◆ Action item ◆
The answer is every line in the data below that contains the word "edge".

◆ Data for this task ◆
# # # #

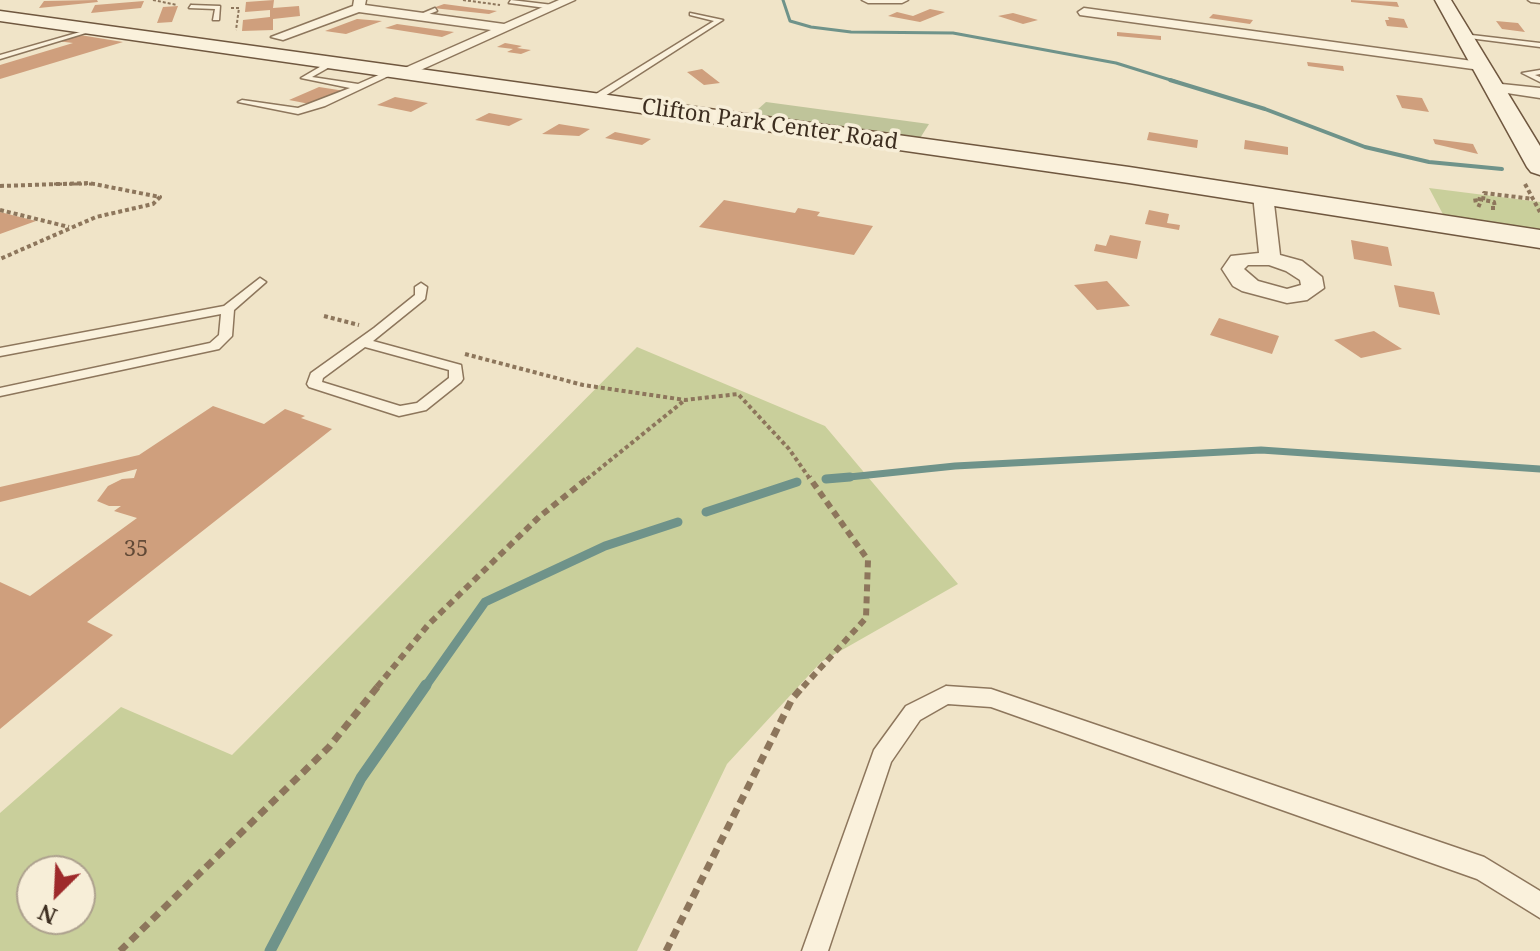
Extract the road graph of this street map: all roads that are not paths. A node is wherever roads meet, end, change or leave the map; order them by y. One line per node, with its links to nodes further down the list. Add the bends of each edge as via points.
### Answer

# # # #

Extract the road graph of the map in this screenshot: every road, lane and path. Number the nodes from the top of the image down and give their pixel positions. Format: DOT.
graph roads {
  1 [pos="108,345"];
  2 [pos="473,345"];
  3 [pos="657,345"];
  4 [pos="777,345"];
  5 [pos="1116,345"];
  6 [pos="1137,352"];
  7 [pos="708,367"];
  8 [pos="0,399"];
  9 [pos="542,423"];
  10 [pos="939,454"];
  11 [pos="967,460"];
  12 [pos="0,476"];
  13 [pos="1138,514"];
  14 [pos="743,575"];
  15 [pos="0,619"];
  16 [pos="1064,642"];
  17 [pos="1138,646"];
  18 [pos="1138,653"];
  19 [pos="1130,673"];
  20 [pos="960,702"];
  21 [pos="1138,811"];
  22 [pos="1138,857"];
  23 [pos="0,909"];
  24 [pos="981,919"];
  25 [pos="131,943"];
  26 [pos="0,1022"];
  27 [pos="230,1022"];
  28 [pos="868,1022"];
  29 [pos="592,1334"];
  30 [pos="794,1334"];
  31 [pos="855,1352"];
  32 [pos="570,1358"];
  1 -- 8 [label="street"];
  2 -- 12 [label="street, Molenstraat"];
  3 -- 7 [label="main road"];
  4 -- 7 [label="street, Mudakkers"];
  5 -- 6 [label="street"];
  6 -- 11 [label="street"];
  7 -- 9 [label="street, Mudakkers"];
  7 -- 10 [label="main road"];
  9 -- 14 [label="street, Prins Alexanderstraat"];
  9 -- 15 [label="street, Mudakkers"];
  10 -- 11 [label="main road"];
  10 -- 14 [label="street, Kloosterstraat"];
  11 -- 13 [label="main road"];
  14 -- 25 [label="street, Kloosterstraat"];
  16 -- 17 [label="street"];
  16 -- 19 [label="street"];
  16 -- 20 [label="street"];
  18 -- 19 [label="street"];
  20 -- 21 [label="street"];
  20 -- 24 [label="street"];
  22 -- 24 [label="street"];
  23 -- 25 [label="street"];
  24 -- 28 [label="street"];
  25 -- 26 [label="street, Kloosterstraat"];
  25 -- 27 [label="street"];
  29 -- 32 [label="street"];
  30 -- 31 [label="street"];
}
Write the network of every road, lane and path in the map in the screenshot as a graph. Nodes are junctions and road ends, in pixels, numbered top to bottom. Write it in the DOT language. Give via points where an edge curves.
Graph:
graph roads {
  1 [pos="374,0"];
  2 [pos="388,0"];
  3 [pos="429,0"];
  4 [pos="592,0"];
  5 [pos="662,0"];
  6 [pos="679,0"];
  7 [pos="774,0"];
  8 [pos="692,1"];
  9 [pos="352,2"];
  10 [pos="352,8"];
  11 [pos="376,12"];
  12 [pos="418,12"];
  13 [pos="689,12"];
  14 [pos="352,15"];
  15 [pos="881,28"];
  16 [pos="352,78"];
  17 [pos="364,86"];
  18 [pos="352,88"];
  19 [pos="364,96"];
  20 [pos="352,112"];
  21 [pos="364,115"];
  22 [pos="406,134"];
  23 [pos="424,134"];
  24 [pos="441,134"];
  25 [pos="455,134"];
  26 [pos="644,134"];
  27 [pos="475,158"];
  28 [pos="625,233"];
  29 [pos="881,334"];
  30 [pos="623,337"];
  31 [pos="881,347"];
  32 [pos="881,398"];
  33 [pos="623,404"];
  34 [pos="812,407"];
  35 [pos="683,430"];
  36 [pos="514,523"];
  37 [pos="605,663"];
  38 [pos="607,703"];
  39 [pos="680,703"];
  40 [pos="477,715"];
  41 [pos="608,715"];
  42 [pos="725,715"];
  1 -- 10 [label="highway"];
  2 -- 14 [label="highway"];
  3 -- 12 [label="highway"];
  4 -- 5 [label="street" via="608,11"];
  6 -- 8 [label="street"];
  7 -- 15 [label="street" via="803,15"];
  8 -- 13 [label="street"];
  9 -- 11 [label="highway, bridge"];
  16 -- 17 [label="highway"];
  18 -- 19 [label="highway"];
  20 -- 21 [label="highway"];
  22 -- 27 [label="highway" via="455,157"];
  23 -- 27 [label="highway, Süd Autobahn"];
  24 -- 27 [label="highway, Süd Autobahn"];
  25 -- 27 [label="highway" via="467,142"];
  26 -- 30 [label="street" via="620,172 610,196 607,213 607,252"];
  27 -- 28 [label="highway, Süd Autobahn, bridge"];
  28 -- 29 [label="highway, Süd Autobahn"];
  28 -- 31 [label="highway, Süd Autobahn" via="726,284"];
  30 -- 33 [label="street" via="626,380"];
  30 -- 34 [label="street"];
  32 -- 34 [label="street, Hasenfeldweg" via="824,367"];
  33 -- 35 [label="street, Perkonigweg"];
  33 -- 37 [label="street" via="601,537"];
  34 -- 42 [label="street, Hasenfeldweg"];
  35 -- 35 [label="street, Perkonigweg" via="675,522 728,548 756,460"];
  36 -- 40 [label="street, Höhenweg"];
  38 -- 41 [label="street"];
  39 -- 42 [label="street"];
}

# # # #

◆ Answer to the problem ◆
Extract the road graph of this street map: all roads that are not paths. A node is wherever roads meet, end, change or leave the map; order them by y. One line per node, with its links to nodes further down the list. Add the bends of each edge as via points.
Write the network of every road, lane and path in the map in the screenshot as a graph. Nodes are junctions and road ends, in pixels, numbered top to bottom. Write it in the DOT language. Give via points where an edge curves.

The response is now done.